Les cadres de la fonction publique…

« sont surchargés de boulot, et ont le sentiment que l’on torpille toutes les fonctions symboliques, justice, enseignement. »

Les jeunes qui travaillent…

« se posent plein de question sur le sens de leur travail, et sur leur niveau de vie. Leur salaire sera-t-il suffisant pour vivre, pour se loger ? Par le passé, quelqu’un qui travaillait ne se posait pas ces questions. Le fait de faire des études ne garantit plus de vivre confortablement. Ceux qui s’en sortent sont ceux dont les familles sont là pour les mettre dans le circuit ».

Les enfants, les adolescents sont pris dans la compétition

« Moi, de l’école au lycée, je ne me souviens pas avoir beaucoup travaillé. Aujourd’hui, les gosses doivent impérativement ramener de bonnes notes, et même les meilleures, sinon les parents angoissent. Toute la société est sous tension. Quand je demande aux enfants ce qu’ils veulent faire plus tard, ils n’osent plus rien dire, comme si l’avenir était impossible. Nous, on rêvait ».

Une plus grande ouverture d’esprit des parents…

« même dans les familles catholiques. Les jeunes amènent leur copain à la maison. C’est d’autant plus important qu’ils ne peuvent plus quitter le foyer familial, comme nous le faisions, à 22 ans. ».

La population de Sceaux a changé

« La flambée de l’immobilier crée des ghettos. Avant, des instituteurs, des profs s’achetaient des maisons ici, maintenant ce n’est plus possible.
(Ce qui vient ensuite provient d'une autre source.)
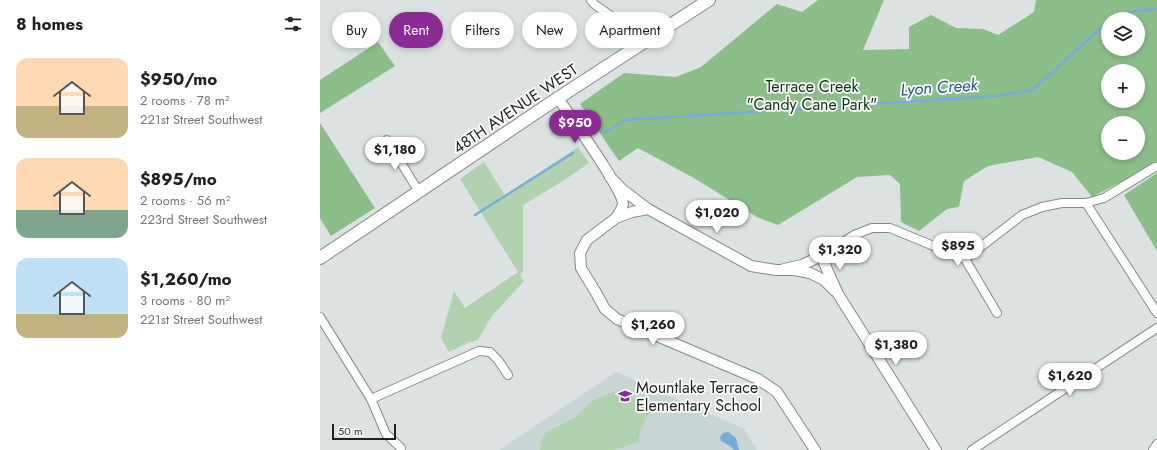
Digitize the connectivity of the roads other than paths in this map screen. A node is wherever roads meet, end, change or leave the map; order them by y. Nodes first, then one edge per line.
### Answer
1 (591, 0) edge
2 (709, 0) edge
3 (605, 12) edge
4 (674, 23) edge
5 (636, 48) edge
6 (558, 98) junction
7 (387, 140) dead end
8 (1155, 167) dead end
9 (610, 177) junction
10 (419, 192) junction
11 (1086, 203) junction
12 (648, 209) junction
13 (616, 218) junction
14 (821, 256) junction
15 (320, 258) edge
16 (965, 259) junction
17 (784, 269) junction
18 (838, 294) junction
19 (997, 313) dead end
20 (1157, 313) edge
21 (320, 317) edge
22 (1157, 328) edge
23 (508, 375) dead end
24 (371, 399) junction
25 (1157, 444) edge
26 (401, 448) dead end
27 (815, 450) edge
28 (936, 450) edge
29 (972, 450) edge
30 (1153, 450) edge

1 - 3 street
2 - 4 main road, 48TH AVENUE WEST
5 - 6 main road, 48TH AVENUE WEST
6 - 9 street
6 - 10 main road, 48TH AVENUE WEST
7 - 10 street
8 - 11 street
9 - 12 street
9 - 13 street
10 - 15 main road, 48TH AVENUE WEST
11 - 16 street
11 - 20 street
12 - 13 street
12 - 17 street
13 - 27 street
14 - 16 street
14 - 17 street
14 - 18 street
16 - 19 street
17 - 18 street
18 - 28 street
21 - 24 street
22 - 29 street
23 - 24 street
24 - 26 street
25 - 30 street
Mon nouveau voisin est trader ».

Les gens qui sont un peu limite n’ont plus de place…

« dans la société. Les personnes atteintes de pathologies psychiques légères sont repoussées aux marges. La société est devenue tellement rigide. Même pour entretenir un jardin, il faut des tas de diplômes ».

Les médecins généralistes disparaissent

 « Je suis en secteur 2, avec des honoraires libres (35 euros la consultation) pour avoir le temps de soigner mes patients, et pour être mieux rémunérée. A Sceaux, il y a une douzaine de généralistes, ce qui n’est pas énorme pour 20000 habitants. Ceux qui partent en retraite ne sont pas remplacés. Ces dernières années, on a formé trop peu de médecins dans une stratégie à courte vue de baisse des dépenses de santé. Et ces jeunes médecins ne veulent plus s’installer en libéral. Trop contraignant, et pas assez lucratif, surtout ici, vu les prix de l’immobilier ! Ils veulent tous être salariés. Un problème social va se poser. Les riches se feront toujours soigner en allant directement consulter un spécialiste, mais les autres ? Nous nous sommes réunis plusieurs fois, avec le maire, pour parler du devenir de la médecine générale à Sceaux. Le problème a l’air assez insoluble ».